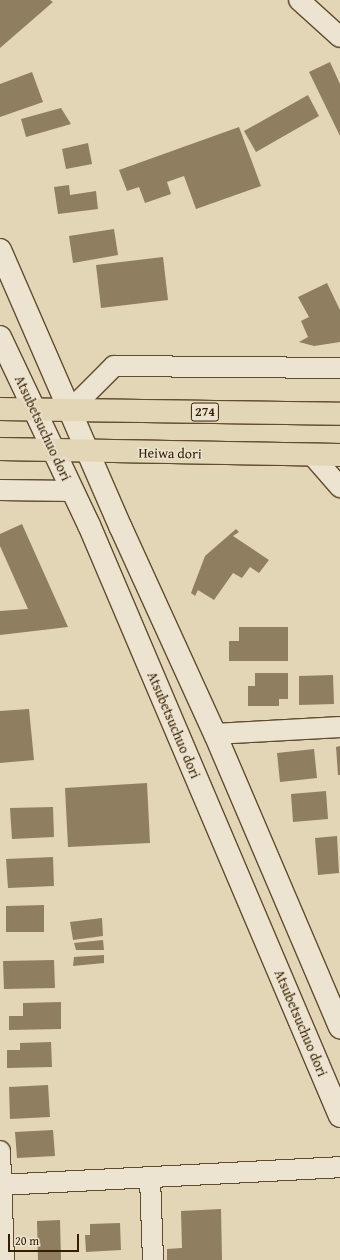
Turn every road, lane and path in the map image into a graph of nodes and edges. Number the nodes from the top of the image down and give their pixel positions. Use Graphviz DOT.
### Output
graph roads {
  1 [pos="300,0"];
  2 [pos="340,37"];
  3 [pos="0,250"];
  4 [pos="0,337"];
  5 [pos="340,368"];
  6 [pos="0,409"];
  7 [pos="35,409"];
  8 [pos="70,410"];
  9 [pos="340,414"];
  10 [pos="0,449"];
  11 [pos="55,451"];
  12 [pos="88,452"];
  13 [pos="312,455"];
  14 [pos="340,455"];
  15 [pos="340,486"];
  16 [pos="0,490"];
  17 [pos="73,491"];
  18 [pos="340,727"];
  19 [pos="215,734"];
  20 [pos="340,1027"];
  21 [pos="340,1116"];
  22 [pos="0,1151"];
  23 [pos="340,1167"];
  24 [pos="150,1178"];
  25 [pos="1,1185"];
  26 [pos="4,1260"];
  27 [pos="153,1260"];
  1 -- 2 [label="street"];
  3 -- 8 [label="main road"];
  4 -- 7 [label="main road, Atsubetsuchuo dori"];
  5 -- 8 [label="street"];
  6 -- 7 [label="highway, 274"];
  7 -- 8 [label="highway, 274"];
  7 -- 11 [label="main road, Atsubetsuchuo dori"];
  8 -- 9 [label="highway, 274"];
  8 -- 12 [label="main road"];
  10 -- 11 [label="highway, Heiwa dori"];
  11 -- 12 [label="highway, Heiwa dori"];
  11 -- 17 [label="main road, Atsubetsuchuo dori"];
  12 -- 13 [label="highway, Heiwa dori"];
  12 -- 19 [label="main road"];
  13 -- 14 [label="highway, Heiwa dori"];
  13 -- 15 [label="street"];
  16 -- 17 [label="street"];
  17 -- 21 [label="main road, Atsubetsuchuo dori"];
  18 -- 19 [label="street"];
  19 -- 20 [label="main road"];
  22 -- 25 [label="street"];
  23 -- 24 [label="street"];
  24 -- 25 [label="street"];
  24 -- 27 [label="street"];
  25 -- 26 [label="street"];
}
════════════════
Action item: A line belongs in the answer if it contains the word "Atsubetsuchuo"; please copy each such line from the material.

Answer section:
  4 -- 7 [label="main road, Atsubetsuchuo dori"];
  7 -- 11 [label="main road, Atsubetsuchuo dori"];
  11 -- 17 [label="main road, Atsubetsuchuo dori"];
  17 -- 21 [label="main road, Atsubetsuchuo dori"];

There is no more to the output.